2.      V. texto da decisão.

(cf. n.os 86‑91, 93, 94)

3.      V. texto da decisão.

(cf. n.os 102, 104)

4.      V. texto da decisão.

(cf. n.os 111‑114, 117)

5.      O conceito de inquérito, previsto no artigo 4.o, n.o 2, terceiro travessão, do Regulamento n.o 1049/2001, relativo ao acesso do público aos documentos do Parlamento Europeu, do Conselho e da Comissão, é um conceito autónomo do direito da União, que deve ser interpretado tendo em conta, designadamente, a sua aceção habitual e o contexto em que se insere. Constitui tal atividade um procedimento estruturado e formalizado da Comissão cujo objetivo seja a recolha e a análise de informações para que esta instituição possa adotar uma posição no âmbito do exercício das suas funções previstas pelo Tratado UE e pelo Tratado FUE. Tal procedimento não deve necessariamente visar detetar ou punir uma infração ou uma irregularidade. O conceito de «inquérito» pode também abranger a atividade da Comissão que se destina a apurar os factos a fim de avaliar uma dada situação.

A este respeito, o procedimento previsto no artigo 29.o da Diretiva 2007/46, que estabelece um quadro para a homologação dos veículos a motor e seus reboques, e dos sistemas, componentes e unidades técnicas destinados a serem utilizados nesses veículos, é uma atividade de inquérito na aceção do artigo 4.o, n.o 2, terceiro travessão, do Regulamento n.o 1049/2001. Com efeito, o procedimento previsto no referido artigo 29.° é um procedimento estruturado e formalizado, que tem por objetivo a recolha e a análise de informações e por finalidade permitir à Comissão adotar uma posição no âmbito do exercício das suas funções previstas pelo Tratado UE e pelo Tratado FUE.

(cf. n.os 130‑136)

6.      Para que uma presunção geral seja validamente oposta à pessoa que pede o acesso aos documentos ao abrigo do Regulamento n.o 1049/2001, relativo ao acesso do público aos documentos do Parlamento Europeu, do Conselho e da Comissão, é necessário que os documentos solicitados pertençam à mesma categoria de documentos ou revistam a mesma natureza. Além disso, a aplicação das presunções gerais é essencialmente ditada pela imperativa necessidade de garantir o correto funcionamento dos processos em questão e de garantir que os seus objetivos não sejam comprometidos. Deste modo, o reconhecimento de uma presunção geral pode assentar na incompatibilidade do acesso aos documentos de certos processos com o seu bom andamento e no risco de que os processos sejam afetados, uma vez que as presunções gerais permitem preservar a integridade do desenrolar do processo através da limitação da ingerência de terceiros. Por último, a aplicação de regras específicas previstas num ato jurídico relativo a um procedimento conduzido perante uma instituição da União para efeitos do qual os documentos pedidos foram apresentados é um dos critérios suscetíveis de justificar o reconhecimento de uma presunção geral.

(cf. n.os 138‑140)

7.      Na medida em que a possibilidade de recorrer a presunções gerais tem por efeito não só enquadrar o princípio fundamental da transparência consagrado no artigo 11.o TUE, no artigo 15.o TFUE e no Regulamento n.o 1049/2001, relativo ao acesso do público aos documentos do Parlamento Europeu, do Conselho e da Comissão, mas também e necessariamente limitar na prática o acesso aos documentos em causa, o uso de tais presunções deve basear‑se em razões sólidas e convincentes.

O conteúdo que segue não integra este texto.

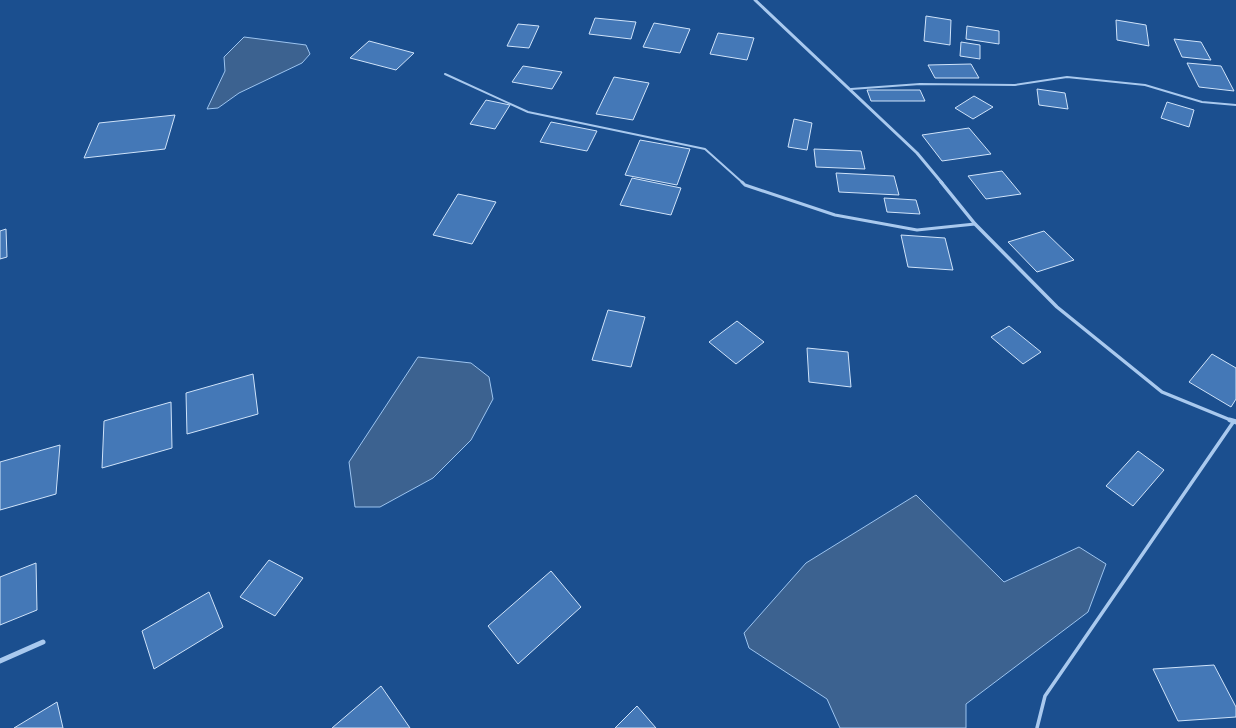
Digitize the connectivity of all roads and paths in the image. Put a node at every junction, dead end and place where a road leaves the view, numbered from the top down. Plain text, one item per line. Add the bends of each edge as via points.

Assim, relativamente aos pedidos de acesso ao processo administrativo do processo de inquérito conduzido pela Comissão com fundamento no artigo 29.° da Diretiva 2007/46, que estabelece um quadro para a homologação dos veículos a motor e seus reboques, e dos sistemas, componentes e unidades técnicas destinados a serem utilizados nesses veículos, para poder opor a um requerente uma presunção geral de não divulgação dos documentos solicitados, a Comissão deve explicar em que medida essa presunção é necessária para assegurar o correto funcionamento do procedimento em causa e para garantir que os objetivos desse procedimento não sejam prejudicados. A este respeito, a invocação de fundamentos como a necessidade de assegurar um clima de discrição e de confiança com os Estados‑Membros e de evitar a ingerência de terceiros no inquérito em curso não são convincentes, dado que estes fundamentos são válidos para qualquer processo de inquérito em curso, instaurado contra um Estado‑Membro. Admitir que uma presunção geral de não divulgação possa ser aplicada por tais razões seria contrário à jurisprudência segundo a qual as presunções devem ser interpretadas e aplicadas de forma estrita, dado que constituem uma exceção à obrigação de a instituição em causa examinar concreta e individualmente cada documento visado num pedido de acesso e, de forma mais geral, ao princípio do acesso mais amplo possível do público aos documentos na posse das instituições da União.

(cf. n.os 155‑159)

8.      Relativamente aos procedimentos instaurados pela Comissão ao abrigo do artigo 29.° da Diretiva 2007/46, que estabelece um quadro para a homologação dos veículos a motor e seus reboques, e dos sistemas, componentes e unidades técnicas destinados a serem utilizados nesses veículos, que permite a um Estado‑Membro não autorizar a matrícula de veículos, a Comissão não pode invocar a presunção geral de não divulgação dos documentos relativos aos procedimentos EU Pilot para recusar o acesso ao processo administrativo do processo de inquérito, visto que a recusa de matrícula pode ser justificada por outros motivos que não o incumprimento pelas autoridades nacionais competentes da legislação aplicável. Além disso, o procedimento instaurado a ao abrigo do artigo 29.o, n.o 1, da referida diretiva não consubstancia a fase anterior ao processo por incumprimento instaurado contra um Estado‑Membro.

Por último, contrariamente a um procedimento EU Pilot, o procedimento instaurado ao abrigo da referida disposição não é um procedimento bilateral entre a Comissão e o Estado‑Membro em causa. O artigo 29.o, n.o 2, da Diretiva 2007/46 prevê, com efeito, que a Comissão consulte as partes interessadas no mais breve prazo possível, a fim de preparar a decisão. Resulta desta disposição que o fabricante, como parte interessada, tem o direito de ser consultado e que, por conseguinte, é envolvido no âmbito do referido procedimento, ao contrário do eventual denunciante no âmbito dos processos por incumprimento. De igual modo, a Comissão pode consultar quer outros Estados‑Membros quer pessoas coletivas para obter informações que considere úteis ou necessárias para a sua investigação. Ora, estes elementos de consulta distinguem nitidamente o procedimento conduzido pela Comissão ao abrigo do artigo 29.° da Diretiva 2007/46 do processo por incumprimento e do procedimento EU Pilot. Consequentemente, não há que aplicar, por analogia, a jurisprudência relativa aos procedimentos EU Pilot e ao processo por incumprimento.